INPUT:
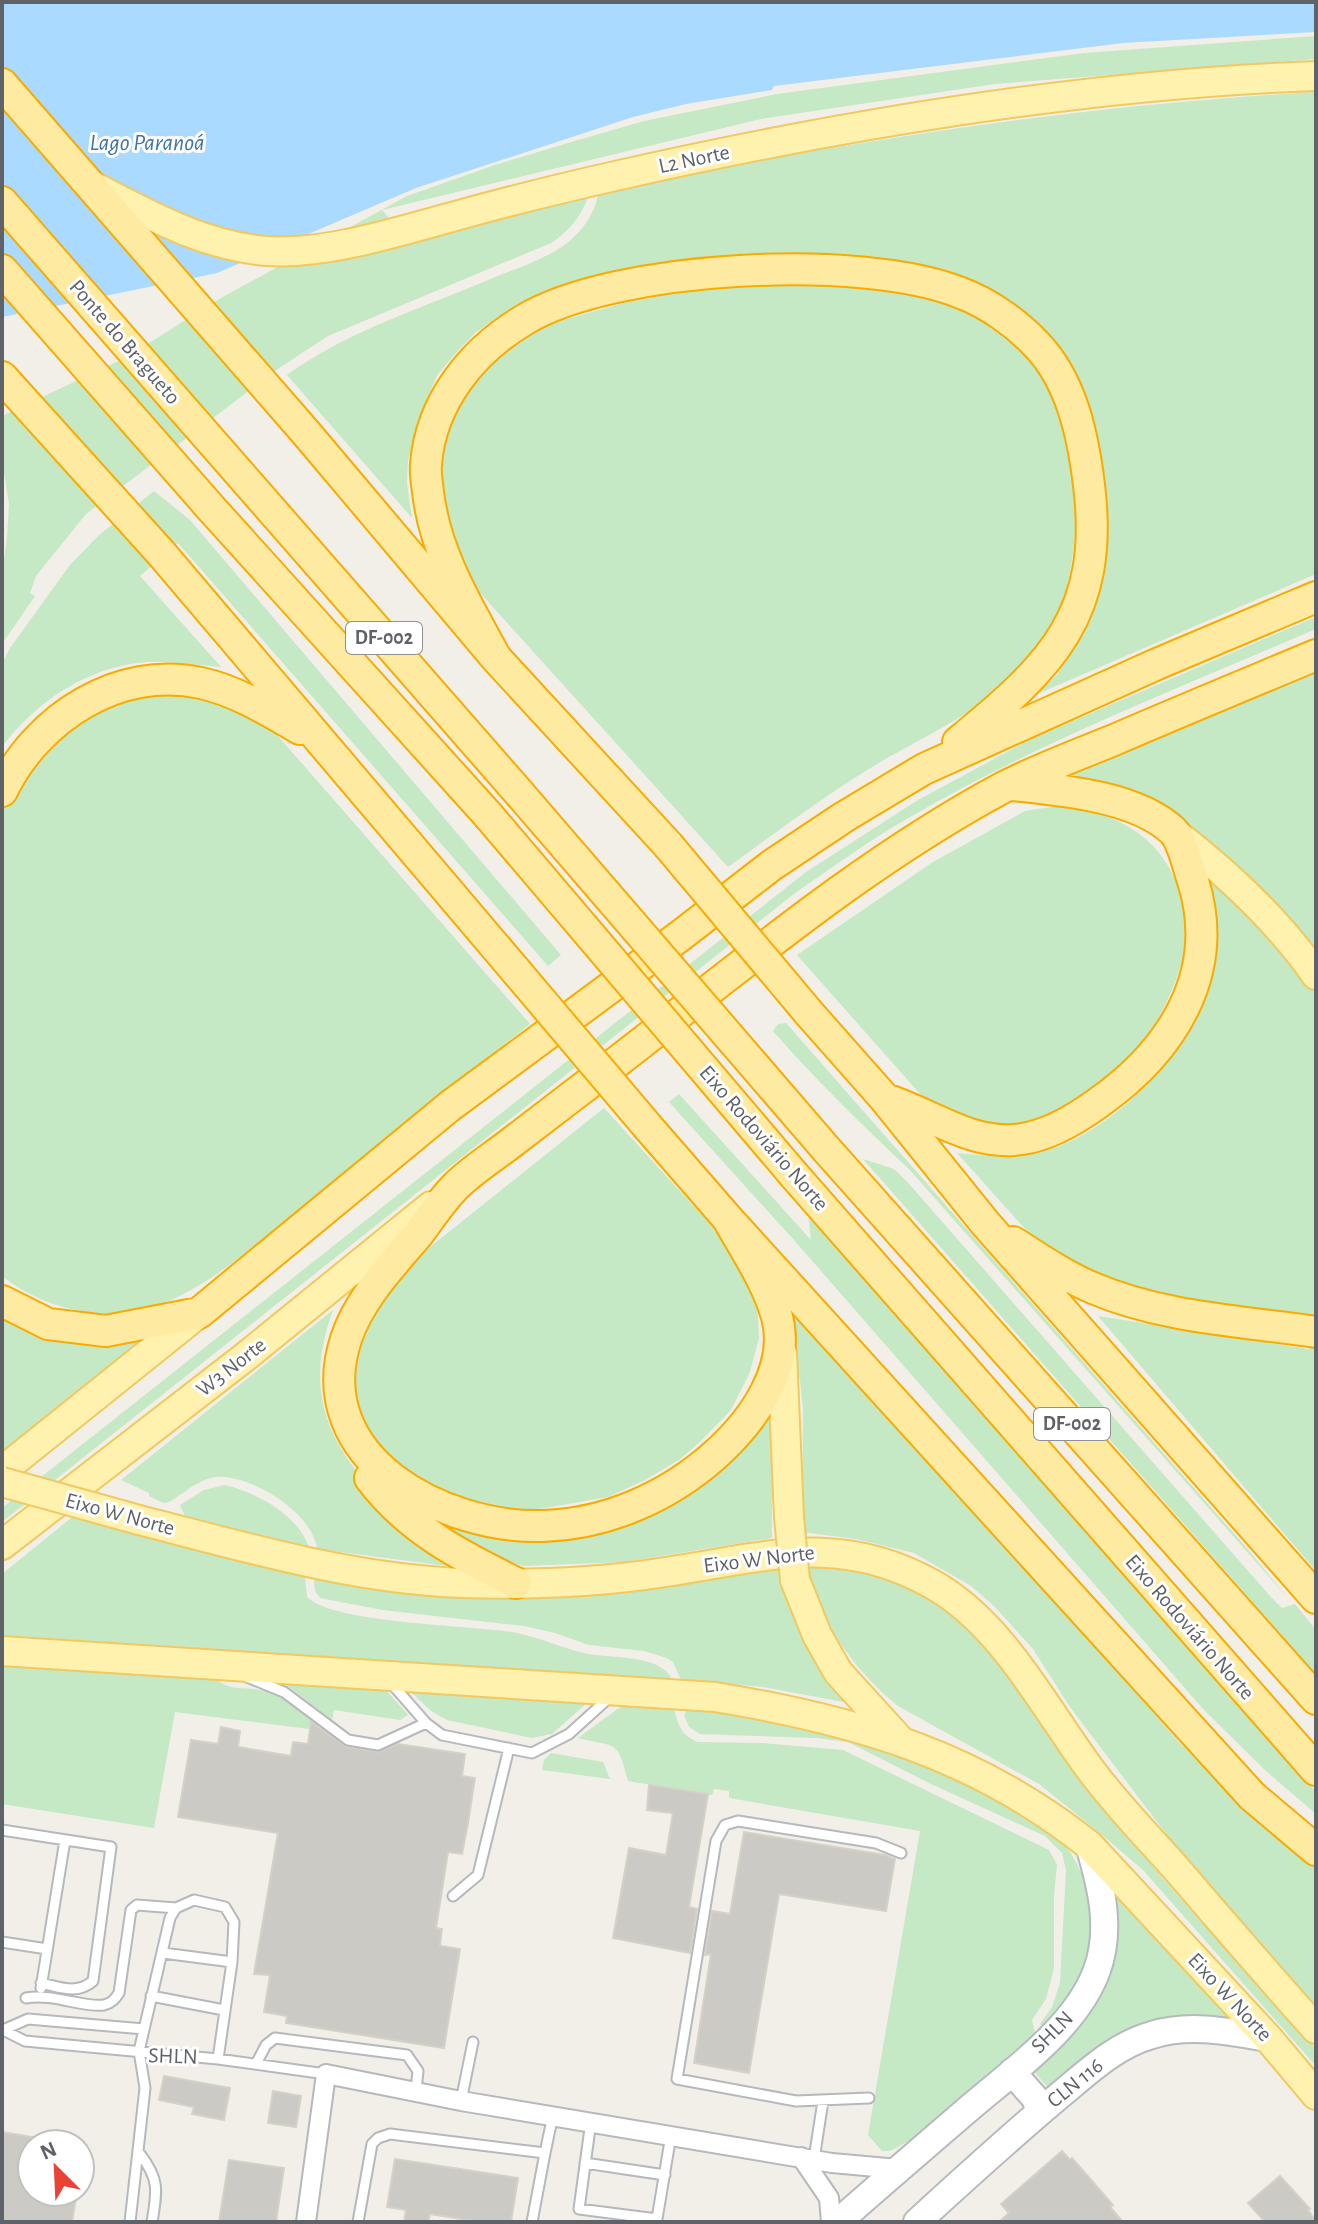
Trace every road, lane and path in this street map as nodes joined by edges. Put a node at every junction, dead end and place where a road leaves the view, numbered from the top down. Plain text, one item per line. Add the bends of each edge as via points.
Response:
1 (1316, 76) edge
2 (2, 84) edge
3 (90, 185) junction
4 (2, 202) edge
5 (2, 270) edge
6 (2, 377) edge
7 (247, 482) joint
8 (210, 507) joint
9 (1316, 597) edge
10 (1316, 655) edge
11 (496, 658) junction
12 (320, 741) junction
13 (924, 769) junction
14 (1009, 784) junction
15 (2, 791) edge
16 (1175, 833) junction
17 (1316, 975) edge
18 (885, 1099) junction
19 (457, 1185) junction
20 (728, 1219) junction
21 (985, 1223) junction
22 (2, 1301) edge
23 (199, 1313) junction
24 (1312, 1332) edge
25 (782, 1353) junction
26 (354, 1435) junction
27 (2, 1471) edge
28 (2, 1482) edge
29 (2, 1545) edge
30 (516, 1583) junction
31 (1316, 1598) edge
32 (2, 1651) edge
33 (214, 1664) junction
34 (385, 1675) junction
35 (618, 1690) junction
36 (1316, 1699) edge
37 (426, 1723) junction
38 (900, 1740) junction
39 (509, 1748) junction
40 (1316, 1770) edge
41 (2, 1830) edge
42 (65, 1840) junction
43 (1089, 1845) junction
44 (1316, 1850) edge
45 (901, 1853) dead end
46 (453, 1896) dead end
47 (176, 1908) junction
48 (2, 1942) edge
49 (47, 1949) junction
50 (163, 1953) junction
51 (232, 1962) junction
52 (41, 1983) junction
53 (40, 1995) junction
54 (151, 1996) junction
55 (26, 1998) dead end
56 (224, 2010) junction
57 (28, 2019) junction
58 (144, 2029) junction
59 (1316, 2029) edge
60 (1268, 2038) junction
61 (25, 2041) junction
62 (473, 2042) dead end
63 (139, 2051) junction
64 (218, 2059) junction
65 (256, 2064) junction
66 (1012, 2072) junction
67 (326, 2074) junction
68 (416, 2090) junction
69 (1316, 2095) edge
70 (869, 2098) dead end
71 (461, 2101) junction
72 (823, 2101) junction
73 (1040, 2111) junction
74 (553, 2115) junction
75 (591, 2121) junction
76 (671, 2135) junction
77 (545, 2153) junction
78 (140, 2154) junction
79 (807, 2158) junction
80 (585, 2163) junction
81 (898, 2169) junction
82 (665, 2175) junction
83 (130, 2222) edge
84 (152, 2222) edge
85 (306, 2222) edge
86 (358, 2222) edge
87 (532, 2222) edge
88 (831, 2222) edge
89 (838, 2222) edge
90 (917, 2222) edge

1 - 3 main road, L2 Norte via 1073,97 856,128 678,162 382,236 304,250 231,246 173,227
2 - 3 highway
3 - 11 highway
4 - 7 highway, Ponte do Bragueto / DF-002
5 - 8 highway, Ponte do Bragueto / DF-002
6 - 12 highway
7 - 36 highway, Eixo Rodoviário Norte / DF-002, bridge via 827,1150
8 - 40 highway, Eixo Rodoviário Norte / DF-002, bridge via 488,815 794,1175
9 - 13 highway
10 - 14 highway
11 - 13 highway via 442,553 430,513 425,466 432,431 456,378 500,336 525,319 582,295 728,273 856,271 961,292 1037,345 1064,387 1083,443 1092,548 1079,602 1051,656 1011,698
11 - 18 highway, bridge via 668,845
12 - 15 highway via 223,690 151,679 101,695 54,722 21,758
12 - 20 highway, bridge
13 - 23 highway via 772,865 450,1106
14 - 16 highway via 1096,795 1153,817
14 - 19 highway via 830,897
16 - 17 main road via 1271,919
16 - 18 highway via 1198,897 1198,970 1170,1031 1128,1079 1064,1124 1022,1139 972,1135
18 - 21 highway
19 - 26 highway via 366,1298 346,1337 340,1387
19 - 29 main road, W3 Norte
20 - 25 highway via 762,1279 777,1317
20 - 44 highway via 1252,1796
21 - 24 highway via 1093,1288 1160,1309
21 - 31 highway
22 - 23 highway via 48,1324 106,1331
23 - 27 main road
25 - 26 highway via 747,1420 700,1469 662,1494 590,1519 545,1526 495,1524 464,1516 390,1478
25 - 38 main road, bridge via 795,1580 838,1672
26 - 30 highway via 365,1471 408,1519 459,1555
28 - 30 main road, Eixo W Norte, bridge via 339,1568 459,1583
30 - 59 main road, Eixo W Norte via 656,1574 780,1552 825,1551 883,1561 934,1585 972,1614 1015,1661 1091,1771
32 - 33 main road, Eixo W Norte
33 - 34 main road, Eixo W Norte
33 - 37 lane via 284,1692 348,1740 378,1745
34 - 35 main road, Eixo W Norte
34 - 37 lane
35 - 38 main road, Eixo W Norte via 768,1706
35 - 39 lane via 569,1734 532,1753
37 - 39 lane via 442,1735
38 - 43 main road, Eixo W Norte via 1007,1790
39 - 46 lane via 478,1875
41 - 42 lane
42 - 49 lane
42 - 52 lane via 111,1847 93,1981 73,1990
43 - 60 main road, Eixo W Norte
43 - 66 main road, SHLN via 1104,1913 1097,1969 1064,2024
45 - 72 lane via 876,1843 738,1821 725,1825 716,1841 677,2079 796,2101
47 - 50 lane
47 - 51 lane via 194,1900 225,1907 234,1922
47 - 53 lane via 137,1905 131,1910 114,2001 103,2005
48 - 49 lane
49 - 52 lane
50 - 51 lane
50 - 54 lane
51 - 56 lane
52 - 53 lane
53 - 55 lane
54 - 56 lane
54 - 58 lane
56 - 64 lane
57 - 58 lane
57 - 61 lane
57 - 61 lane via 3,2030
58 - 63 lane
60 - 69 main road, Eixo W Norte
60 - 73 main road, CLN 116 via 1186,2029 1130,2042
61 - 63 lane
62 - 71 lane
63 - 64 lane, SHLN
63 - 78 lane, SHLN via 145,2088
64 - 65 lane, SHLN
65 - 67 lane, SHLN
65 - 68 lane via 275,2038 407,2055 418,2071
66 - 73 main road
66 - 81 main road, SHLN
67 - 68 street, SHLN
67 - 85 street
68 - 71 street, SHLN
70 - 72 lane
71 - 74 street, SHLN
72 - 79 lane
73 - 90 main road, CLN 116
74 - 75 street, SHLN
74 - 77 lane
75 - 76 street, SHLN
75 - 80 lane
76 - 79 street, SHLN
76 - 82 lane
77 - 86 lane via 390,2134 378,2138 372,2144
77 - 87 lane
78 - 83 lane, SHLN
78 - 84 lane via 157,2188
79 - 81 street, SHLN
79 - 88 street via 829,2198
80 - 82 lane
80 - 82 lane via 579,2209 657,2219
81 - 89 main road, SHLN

WHAT YOU HAVE TO DO: Print every entry exactly as written, without the pictures.

TASK OUTPUT:
Trace every road, lane and path in this street map as nodes joined by edges. Put a node at every junction, dead end and place where a road leaves the view, numbered from the top down. Plain text, one item per line. Add the bends of each edge as via points.
Response:
1 (1316, 76) edge
2 (2, 84) edge
3 (90, 185) junction
4 (2, 202) edge
5 (2, 270) edge
6 (2, 377) edge
7 (247, 482) joint
8 (210, 507) joint
9 (1316, 597) edge
10 (1316, 655) edge
11 (496, 658) junction
12 (320, 741) junction
13 (924, 769) junction
14 (1009, 784) junction
15 (2, 791) edge
16 (1175, 833) junction
17 (1316, 975) edge
18 (885, 1099) junction
19 (457, 1185) junction
20 (728, 1219) junction
21 (985, 1223) junction
22 (2, 1301) edge
23 (199, 1313) junction
24 (1312, 1332) edge
25 (782, 1353) junction
26 (354, 1435) junction
27 (2, 1471) edge
28 (2, 1482) edge
29 (2, 1545) edge
30 (516, 1583) junction
31 (1316, 1598) edge
32 (2, 1651) edge
33 (214, 1664) junction
34 (385, 1675) junction
35 (618, 1690) junction
36 (1316, 1699) edge
37 (426, 1723) junction
38 (900, 1740) junction
39 (509, 1748) junction
40 (1316, 1770) edge
41 (2, 1830) edge
42 (65, 1840) junction
43 (1089, 1845) junction
44 (1316, 1850) edge
45 (901, 1853) dead end
46 (453, 1896) dead end
47 (176, 1908) junction
48 (2, 1942) edge
49 (47, 1949) junction
50 (163, 1953) junction
51 (232, 1962) junction
52 (41, 1983) junction
53 (40, 1995) junction
54 (151, 1996) junction
55 (26, 1998) dead end
56 (224, 2010) junction
57 (28, 2019) junction
58 (144, 2029) junction
59 (1316, 2029) edge
60 (1268, 2038) junction
61 (25, 2041) junction
62 (473, 2042) dead end
63 (139, 2051) junction
64 (218, 2059) junction
65 (256, 2064) junction
66 (1012, 2072) junction
67 (326, 2074) junction
68 (416, 2090) junction
69 (1316, 2095) edge
70 (869, 2098) dead end
71 (461, 2101) junction
72 (823, 2101) junction
73 (1040, 2111) junction
74 (553, 2115) junction
75 (591, 2121) junction
76 (671, 2135) junction
77 (545, 2153) junction
78 (140, 2154) junction
79 (807, 2158) junction
80 (585, 2163) junction
81 (898, 2169) junction
82 (665, 2175) junction
83 (130, 2222) edge
84 (152, 2222) edge
85 (306, 2222) edge
86 (358, 2222) edge
87 (532, 2222) edge
88 (831, 2222) edge
89 (838, 2222) edge
90 (917, 2222) edge

1 - 3 main road, L2 Norte via 1073,97 856,128 678,162 382,236 304,250 231,246 173,227
2 - 3 highway
3 - 11 highway
4 - 7 highway, Ponte do Bragueto / DF-002
5 - 8 highway, Ponte do Bragueto / DF-002
6 - 12 highway
7 - 36 highway, Eixo Rodoviário Norte / DF-002, bridge via 827,1150
8 - 40 highway, Eixo Rodoviário Norte / DF-002, bridge via 488,815 794,1175
9 - 13 highway
10 - 14 highway
11 - 13 highway via 442,553 430,513 425,466 432,431 456,378 500,336 525,319 582,295 728,273 856,271 961,292 1037,345 1064,387 1083,443 1092,548 1079,602 1051,656 1011,698
11 - 18 highway, bridge via 668,845
12 - 15 highway via 223,690 151,679 101,695 54,722 21,758
12 - 20 highway, bridge
13 - 23 highway via 772,865 450,1106
14 - 16 highway via 1096,795 1153,817
14 - 19 highway via 830,897
16 - 17 main road via 1271,919
16 - 18 highway via 1198,897 1198,970 1170,1031 1128,1079 1064,1124 1022,1139 972,1135
18 - 21 highway
19 - 26 highway via 366,1298 346,1337 340,1387
19 - 29 main road, W3 Norte
20 - 25 highway via 762,1279 777,1317
20 - 44 highway via 1252,1796
21 - 24 highway via 1093,1288 1160,1309
21 - 31 highway
22 - 23 highway via 48,1324 106,1331
23 - 27 main road
25 - 26 highway via 747,1420 700,1469 662,1494 590,1519 545,1526 495,1524 464,1516 390,1478
25 - 38 main road, bridge via 795,1580 838,1672
26 - 30 highway via 365,1471 408,1519 459,1555
28 - 30 main road, Eixo W Norte, bridge via 339,1568 459,1583
30 - 59 main road, Eixo W Norte via 656,1574 780,1552 825,1551 883,1561 934,1585 972,1614 1015,1661 1091,1771
32 - 33 main road, Eixo W Norte
33 - 34 main road, Eixo W Norte
33 - 37 lane via 284,1692 348,1740 378,1745
34 - 35 main road, Eixo W Norte
34 - 37 lane
35 - 38 main road, Eixo W Norte via 768,1706
35 - 39 lane via 569,1734 532,1753
37 - 39 lane via 442,1735
38 - 43 main road, Eixo W Norte via 1007,1790
39 - 46 lane via 478,1875
41 - 42 lane
42 - 49 lane
42 - 52 lane via 111,1847 93,1981 73,1990
43 - 60 main road, Eixo W Norte
43 - 66 main road, SHLN via 1104,1913 1097,1969 1064,2024
45 - 72 lane via 876,1843 738,1821 725,1825 716,1841 677,2079 796,2101
47 - 50 lane
47 - 51 lane via 194,1900 225,1907 234,1922
47 - 53 lane via 137,1905 131,1910 114,2001 103,2005
48 - 49 lane
49 - 52 lane
50 - 51 lane
50 - 54 lane
51 - 56 lane
52 - 53 lane
53 - 55 lane
54 - 56 lane
54 - 58 lane
56 - 64 lane
57 - 58 lane
57 - 61 lane
57 - 61 lane via 3,2030
58 - 63 lane
60 - 69 main road, Eixo W Norte
60 - 73 main road, CLN 116 via 1186,2029 1130,2042
61 - 63 lane
62 - 71 lane
63 - 64 lane, SHLN
63 - 78 lane, SHLN via 145,2088
64 - 65 lane, SHLN
65 - 67 lane, SHLN
65 - 68 lane via 275,2038 407,2055 418,2071
66 - 73 main road
66 - 81 main road, SHLN
67 - 68 street, SHLN
67 - 85 street
68 - 71 street, SHLN
70 - 72 lane
71 - 74 street, SHLN
72 - 79 lane
73 - 90 main road, CLN 116
74 - 75 street, SHLN
74 - 77 lane
75 - 76 street, SHLN
75 - 80 lane
76 - 79 street, SHLN
76 - 82 lane
77 - 86 lane via 390,2134 378,2138 372,2144
77 - 87 lane
78 - 83 lane, SHLN
78 - 84 lane via 157,2188
79 - 81 street, SHLN
79 - 88 street via 829,2198
80 - 82 lane
80 - 82 lane via 579,2209 657,2219
81 - 89 main road, SHLN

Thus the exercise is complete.